◆ **What you need to do**
Extract the full set of records, then give each one again exactly.

◆ **Provided entries**
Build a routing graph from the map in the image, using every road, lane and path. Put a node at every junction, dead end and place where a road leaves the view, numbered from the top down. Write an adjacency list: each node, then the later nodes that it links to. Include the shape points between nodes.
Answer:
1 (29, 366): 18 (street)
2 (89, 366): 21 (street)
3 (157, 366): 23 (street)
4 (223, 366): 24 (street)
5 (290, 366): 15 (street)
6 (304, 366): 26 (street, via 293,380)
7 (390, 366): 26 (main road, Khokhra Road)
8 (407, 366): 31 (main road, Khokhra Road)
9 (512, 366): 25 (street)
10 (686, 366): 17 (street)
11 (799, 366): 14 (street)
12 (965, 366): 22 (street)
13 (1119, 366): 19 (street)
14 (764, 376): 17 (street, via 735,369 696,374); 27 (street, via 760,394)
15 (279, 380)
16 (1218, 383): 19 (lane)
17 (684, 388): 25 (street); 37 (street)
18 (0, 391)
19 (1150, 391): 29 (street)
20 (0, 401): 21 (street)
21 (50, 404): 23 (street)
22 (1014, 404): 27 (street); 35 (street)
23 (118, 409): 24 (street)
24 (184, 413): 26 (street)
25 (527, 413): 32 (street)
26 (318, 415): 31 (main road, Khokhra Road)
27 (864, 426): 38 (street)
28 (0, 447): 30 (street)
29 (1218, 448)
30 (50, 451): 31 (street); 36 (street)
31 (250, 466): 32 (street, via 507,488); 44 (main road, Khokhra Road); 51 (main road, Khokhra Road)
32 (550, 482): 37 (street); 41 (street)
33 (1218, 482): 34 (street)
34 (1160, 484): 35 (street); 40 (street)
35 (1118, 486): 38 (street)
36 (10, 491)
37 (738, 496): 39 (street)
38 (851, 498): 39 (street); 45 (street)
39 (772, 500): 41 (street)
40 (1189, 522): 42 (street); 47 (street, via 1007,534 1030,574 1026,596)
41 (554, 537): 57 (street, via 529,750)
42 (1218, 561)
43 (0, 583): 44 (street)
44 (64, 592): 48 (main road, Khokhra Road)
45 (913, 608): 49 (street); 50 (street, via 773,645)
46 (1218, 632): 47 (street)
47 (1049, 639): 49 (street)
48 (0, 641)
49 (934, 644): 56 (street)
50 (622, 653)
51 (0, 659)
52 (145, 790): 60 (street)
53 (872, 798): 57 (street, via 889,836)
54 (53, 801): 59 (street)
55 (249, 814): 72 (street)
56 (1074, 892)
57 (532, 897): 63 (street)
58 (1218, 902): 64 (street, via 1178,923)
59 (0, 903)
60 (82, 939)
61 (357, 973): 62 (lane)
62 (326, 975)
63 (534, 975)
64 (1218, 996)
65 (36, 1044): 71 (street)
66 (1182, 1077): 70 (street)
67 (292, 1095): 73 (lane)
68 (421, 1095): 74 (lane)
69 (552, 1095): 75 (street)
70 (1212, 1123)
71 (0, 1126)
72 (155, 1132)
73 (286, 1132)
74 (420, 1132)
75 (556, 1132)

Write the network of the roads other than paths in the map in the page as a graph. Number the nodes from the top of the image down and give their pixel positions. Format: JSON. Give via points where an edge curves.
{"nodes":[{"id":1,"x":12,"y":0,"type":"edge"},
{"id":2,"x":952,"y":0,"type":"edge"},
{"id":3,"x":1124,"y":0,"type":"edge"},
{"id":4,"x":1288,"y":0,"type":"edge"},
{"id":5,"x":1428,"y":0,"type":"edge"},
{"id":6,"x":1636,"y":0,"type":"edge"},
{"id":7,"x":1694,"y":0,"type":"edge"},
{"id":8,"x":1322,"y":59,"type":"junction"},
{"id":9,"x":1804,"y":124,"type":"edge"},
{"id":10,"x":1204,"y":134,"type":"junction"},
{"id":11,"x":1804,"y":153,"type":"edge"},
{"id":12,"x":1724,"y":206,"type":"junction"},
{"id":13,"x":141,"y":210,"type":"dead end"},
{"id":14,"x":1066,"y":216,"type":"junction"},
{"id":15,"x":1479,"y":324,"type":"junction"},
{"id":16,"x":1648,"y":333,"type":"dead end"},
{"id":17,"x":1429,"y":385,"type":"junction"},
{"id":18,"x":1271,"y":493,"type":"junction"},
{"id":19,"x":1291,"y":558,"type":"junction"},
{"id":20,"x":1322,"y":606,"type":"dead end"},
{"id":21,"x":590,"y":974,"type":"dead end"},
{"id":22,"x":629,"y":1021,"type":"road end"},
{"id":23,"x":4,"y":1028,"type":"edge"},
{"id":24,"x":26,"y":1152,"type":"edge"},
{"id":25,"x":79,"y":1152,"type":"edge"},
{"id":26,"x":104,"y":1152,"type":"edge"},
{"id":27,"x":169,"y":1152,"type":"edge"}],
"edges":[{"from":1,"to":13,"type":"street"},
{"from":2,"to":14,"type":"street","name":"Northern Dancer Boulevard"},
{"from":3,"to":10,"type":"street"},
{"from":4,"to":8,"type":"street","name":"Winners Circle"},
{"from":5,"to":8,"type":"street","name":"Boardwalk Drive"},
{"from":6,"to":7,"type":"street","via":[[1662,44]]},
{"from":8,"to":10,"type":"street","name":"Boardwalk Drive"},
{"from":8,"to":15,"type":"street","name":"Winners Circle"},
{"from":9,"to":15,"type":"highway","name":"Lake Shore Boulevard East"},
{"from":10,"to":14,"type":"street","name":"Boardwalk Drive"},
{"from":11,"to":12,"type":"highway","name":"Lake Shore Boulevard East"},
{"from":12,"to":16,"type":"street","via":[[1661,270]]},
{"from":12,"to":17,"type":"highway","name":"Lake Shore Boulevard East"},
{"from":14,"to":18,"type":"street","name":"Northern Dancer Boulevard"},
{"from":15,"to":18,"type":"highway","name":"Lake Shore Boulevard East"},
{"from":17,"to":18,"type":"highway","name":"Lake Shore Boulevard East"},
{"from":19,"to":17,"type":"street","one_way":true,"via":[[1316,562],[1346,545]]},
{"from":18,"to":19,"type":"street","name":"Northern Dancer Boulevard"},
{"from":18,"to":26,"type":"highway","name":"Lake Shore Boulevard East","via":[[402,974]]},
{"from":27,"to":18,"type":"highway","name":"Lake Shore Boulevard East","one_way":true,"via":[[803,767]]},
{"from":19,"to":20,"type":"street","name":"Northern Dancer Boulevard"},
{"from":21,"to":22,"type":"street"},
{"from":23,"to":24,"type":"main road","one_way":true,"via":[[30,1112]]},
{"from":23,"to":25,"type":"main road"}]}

◆ **Completed task**
Build a routing graph from the map in the image, using every road, lane and path. Put a node at every junction, dead end and place where a road leaves the view, numbered from the top down. Write an adjacency list: each node, then the later nodes that it links to. Include the shape points between nodes.
Answer:
1 (29, 366): 18 (street)
2 (89, 366): 21 (street)
3 (157, 366): 23 (street)
4 (223, 366): 24 (street)
5 (290, 366): 15 (street)
6 (304, 366): 26 (street, via 293,380)
7 (390, 366): 26 (main road, Khokhra Road)
8 (407, 366): 31 (main road, Khokhra Road)
9 (512, 366): 25 (street)
10 (686, 366): 17 (street)
11 (799, 366): 14 (street)
12 (965, 366): 22 (street)
13 (1119, 366): 19 (street)
14 (764, 376): 17 (street, via 735,369 696,374); 27 (street, via 760,394)
15 (279, 380)
16 (1218, 383): 19 (lane)
17 (684, 388): 25 (street); 37 (street)
18 (0, 391)
19 (1150, 391): 29 (street)
20 (0, 401): 21 (street)
21 (50, 404): 23 (street)
22 (1014, 404): 27 (street); 35 (street)
23 (118, 409): 24 (street)
24 (184, 413): 26 (street)
25 (527, 413): 32 (street)
26 (318, 415): 31 (main road, Khokhra Road)
27 (864, 426): 38 (street)
28 (0, 447): 30 (street)
29 (1218, 448)
30 (50, 451): 31 (street); 36 (street)
31 (250, 466): 32 (street, via 507,488); 44 (main road, Khokhra Road); 51 (main road, Khokhra Road)
32 (550, 482): 37 (street); 41 (street)
33 (1218, 482): 34 (street)
34 (1160, 484): 35 (street); 40 (street)
35 (1118, 486): 38 (street)
36 (10, 491)
37 (738, 496): 39 (street)
38 (851, 498): 39 (street); 45 (street)
39 (772, 500): 41 (street)
40 (1189, 522): 42 (street); 47 (street, via 1007,534 1030,574 1026,596)
41 (554, 537): 57 (street, via 529,750)
42 (1218, 561)
43 (0, 583): 44 (street)
44 (64, 592): 48 (main road, Khokhra Road)
45 (913, 608): 49 (street); 50 (street, via 773,645)
46 (1218, 632): 47 (street)
47 (1049, 639): 49 (street)
48 (0, 641)
49 (934, 644): 56 (street)
50 (622, 653)
51 (0, 659)
52 (145, 790): 60 (street)
53 (872, 798): 57 (street, via 889,836)
54 (53, 801): 59 (street)
55 (249, 814): 72 (street)
56 (1074, 892)
57 (532, 897): 63 (street)
58 (1218, 902): 64 (street, via 1178,923)
59 (0, 903)
60 (82, 939)
61 (357, 973): 62 (lane)
62 (326, 975)
63 (534, 975)
64 (1218, 996)
65 (36, 1044): 71 (street)
66 (1182, 1077): 70 (street)
67 (292, 1095): 73 (lane)
68 (421, 1095): 74 (lane)
69 (552, 1095): 75 (street)
70 (1212, 1123)
71 (0, 1126)
72 (155, 1132)
73 (286, 1132)
74 (420, 1132)
75 (556, 1132)

Write the network of the roads other than paths in the map in the page as a graph. Number the nodes from the top of the image down and give their pixel positions. Format: JSON. Give via points where an edge curves.
{"nodes":[{"id":1,"x":12,"y":0,"type":"edge"},
{"id":2,"x":952,"y":0,"type":"edge"},
{"id":3,"x":1124,"y":0,"type":"edge"},
{"id":4,"x":1288,"y":0,"type":"edge"},
{"id":5,"x":1428,"y":0,"type":"edge"},
{"id":6,"x":1636,"y":0,"type":"edge"},
{"id":7,"x":1694,"y":0,"type":"edge"},
{"id":8,"x":1322,"y":59,"type":"junction"},
{"id":9,"x":1804,"y":124,"type":"edge"},
{"id":10,"x":1204,"y":134,"type":"junction"},
{"id":11,"x":1804,"y":153,"type":"edge"},
{"id":12,"x":1724,"y":206,"type":"junction"},
{"id":13,"x":141,"y":210,"type":"dead end"},
{"id":14,"x":1066,"y":216,"type":"junction"},
{"id":15,"x":1479,"y":324,"type":"junction"},
{"id":16,"x":1648,"y":333,"type":"dead end"},
{"id":17,"x":1429,"y":385,"type":"junction"},
{"id":18,"x":1271,"y":493,"type":"junction"},
{"id":19,"x":1291,"y":558,"type":"junction"},
{"id":20,"x":1322,"y":606,"type":"dead end"},
{"id":21,"x":590,"y":974,"type":"dead end"},
{"id":22,"x":629,"y":1021,"type":"road end"},
{"id":23,"x":4,"y":1028,"type":"edge"},
{"id":24,"x":26,"y":1152,"type":"edge"},
{"id":25,"x":79,"y":1152,"type":"edge"},
{"id":26,"x":104,"y":1152,"type":"edge"},
{"id":27,"x":169,"y":1152,"type":"edge"}],
"edges":[{"from":1,"to":13,"type":"street"},
{"from":2,"to":14,"type":"street","name":"Northern Dancer Boulevard"},
{"from":3,"to":10,"type":"street"},
{"from":4,"to":8,"type":"street","name":"Winners Circle"},
{"from":5,"to":8,"type":"street","name":"Boardwalk Drive"},
{"from":6,"to":7,"type":"street","via":[[1662,44]]},
{"from":8,"to":10,"type":"street","name":"Boardwalk Drive"},
{"from":8,"to":15,"type":"street","name":"Winners Circle"},
{"from":9,"to":15,"type":"highway","name":"Lake Shore Boulevard East"},
{"from":10,"to":14,"type":"street","name":"Boardwalk Drive"},
{"from":11,"to":12,"type":"highway","name":"Lake Shore Boulevard East"},
{"from":12,"to":16,"type":"street","via":[[1661,270]]},
{"from":12,"to":17,"type":"highway","name":"Lake Shore Boulevard East"},
{"from":14,"to":18,"type":"street","name":"Northern Dancer Boulevard"},
{"from":15,"to":18,"type":"highway","name":"Lake Shore Boulevard East"},
{"from":17,"to":18,"type":"highway","name":"Lake Shore Boulevard East"},
{"from":19,"to":17,"type":"street","one_way":true,"via":[[1316,562],[1346,545]]},
{"from":18,"to":19,"type":"street","name":"Northern Dancer Boulevard"},
{"from":18,"to":26,"type":"highway","name":"Lake Shore Boulevard East","via":[[402,974]]},
{"from":27,"to":18,"type":"highway","name":"Lake Shore Boulevard East","one_way":true,"via":[[803,767]]},
{"from":19,"to":20,"type":"street","name":"Northern Dancer Boulevard"},
{"from":21,"to":22,"type":"street"},
{"from":23,"to":24,"type":"main road","one_way":true,"via":[[30,1112]]},
{"from":23,"to":25,"type":"main road"}]}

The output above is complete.